The offshore drilling sector – challenged by managing an oversupplied, highly competitive market combined with over-leveraged balance sheets, weak liquidity and stressed financials – is ripe for consolidation.
The latest MODU Market Report from Maritime Strategies International (MSI) analyzes the sector’s current malaise and concludes that the OFS supply chain should emulate the consolidation trend in E&P and downstream sectors and seek consolidation as soon as possible in order to secure their long-term future.
M&A activity dwindled in 2020. Amongst the key components of the oil and gas value chain, oilfield services was the segment most acutely impacted, with 28 deals worth just $1.9 billion completed compared with 71 deals worth $21 billion in 2019. That weakness reflected extremely poor market fundamentals and a sector battling poor returns, credit losses and an erosion in mark-to-market valuations.

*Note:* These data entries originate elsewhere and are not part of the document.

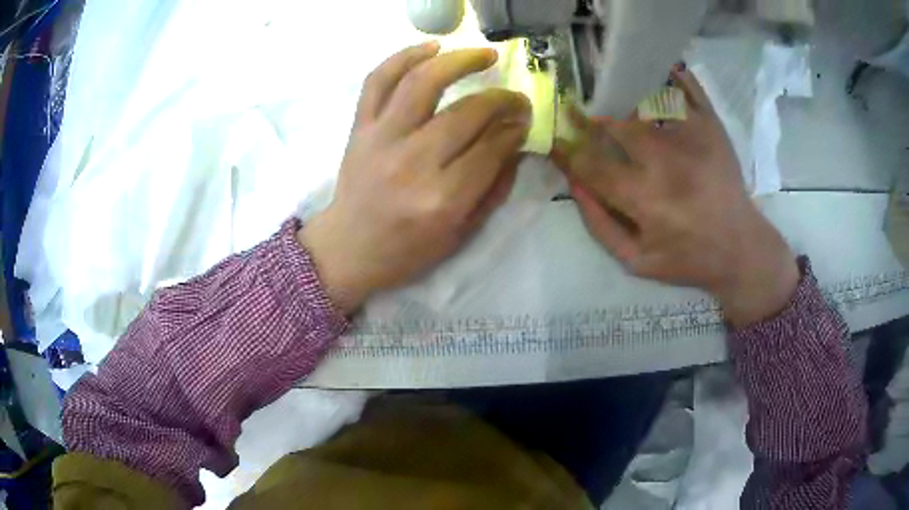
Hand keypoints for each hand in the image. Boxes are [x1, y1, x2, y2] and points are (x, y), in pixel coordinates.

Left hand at [299, 42, 531, 314]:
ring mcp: (381, 140)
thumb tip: (517, 143)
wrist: (349, 247)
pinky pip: (378, 80)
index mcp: (442, 199)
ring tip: (484, 54)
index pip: (491, 148)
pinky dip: (404, 57)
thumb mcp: (461, 233)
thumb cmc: (408, 249)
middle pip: (466, 113)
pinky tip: (431, 47)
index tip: (524, 121)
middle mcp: (412, 163)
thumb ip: (494, 188)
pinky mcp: (360, 128)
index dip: (514, 129)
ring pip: (423, 83)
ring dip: (460, 61)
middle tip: (516, 98)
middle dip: (501, 100)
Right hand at [552, 66, 798, 327]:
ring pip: (646, 101)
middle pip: (616, 126)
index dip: (567, 153)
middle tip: (576, 109)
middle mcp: (666, 162)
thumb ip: (599, 225)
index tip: (554, 141)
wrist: (740, 248)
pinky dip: (670, 73)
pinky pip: (688, 88)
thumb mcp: (636, 260)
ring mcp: (692, 138)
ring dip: (622, 92)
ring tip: (609, 86)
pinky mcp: (711, 126)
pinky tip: (655, 66)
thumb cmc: (688, 258)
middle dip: (589, 118)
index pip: (592, 166)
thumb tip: (574, 183)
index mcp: (646, 199)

Since then, the market has entered into the early stages of a recovery. Tendering levels are increasing, and leading edge rates are moving higher, giving rise to hopes that the sector could move toward a period of gradual growth. Nevertheless, its need to adapt to the new reality will continue to shine a light on overcapacity in many areas and a focus on returns on invested capital.
“OFS consolidation looks far more possible and necessary with each passing year,” said Gregory Brown, MSI Associate Director. “Analysts have long called for it, and the sector has responded with a stubborn refusal despite the clear industrial rationale. Discussions take place, but deals rarely come to fruition, almost always getting hung on valuations and the view that stock is grossly undervalued and doesn’t reflect invested capital.”
This position could be applied to about 80-90% of the world’s public OFS companies, as well as the private sector. It is a mindset that has to give way to the broader reality of the need to consolidate in order to survive a market that looks unlikely to recapture the entirety of volumes lost since 2014, according to MSI.
The situation is not unique to drillers or the OFS sectors. The E&P market has long cried out for a similar pooling of assets. The difference now is that such deals are starting to take place. Rather than large cash premiums, stock-for-stock deals at market value have been the winning recipe for the recent spate of E&P deals in the shale patch, the majority of which are considered positive and could be replicated in OFS, the drilling sector included.
“There are two alternatives to corporate consolidation. One is to do nothing and kick the can down the road, hoping that an improvement in market fundamentals will drive a recovery in utilization, earnings and values,” Mr Brown said. “The other is to cherry-pick assets that are stuck in more complicated bankruptcy proceedings and take advantage of distressed values to acquire high quality tonnage at generationally low prices.”
Out of the collapse in demand that followed the first wave of COVID infections, MSI sees a brief opportunity for the sector to rationalize and enable structural change. Bringing at least a portion of those distressed assets into the hands of a well-funded player may be beneficial to an upstream market that is still reliant on the high value, specialized service provided by a vanishing few participants.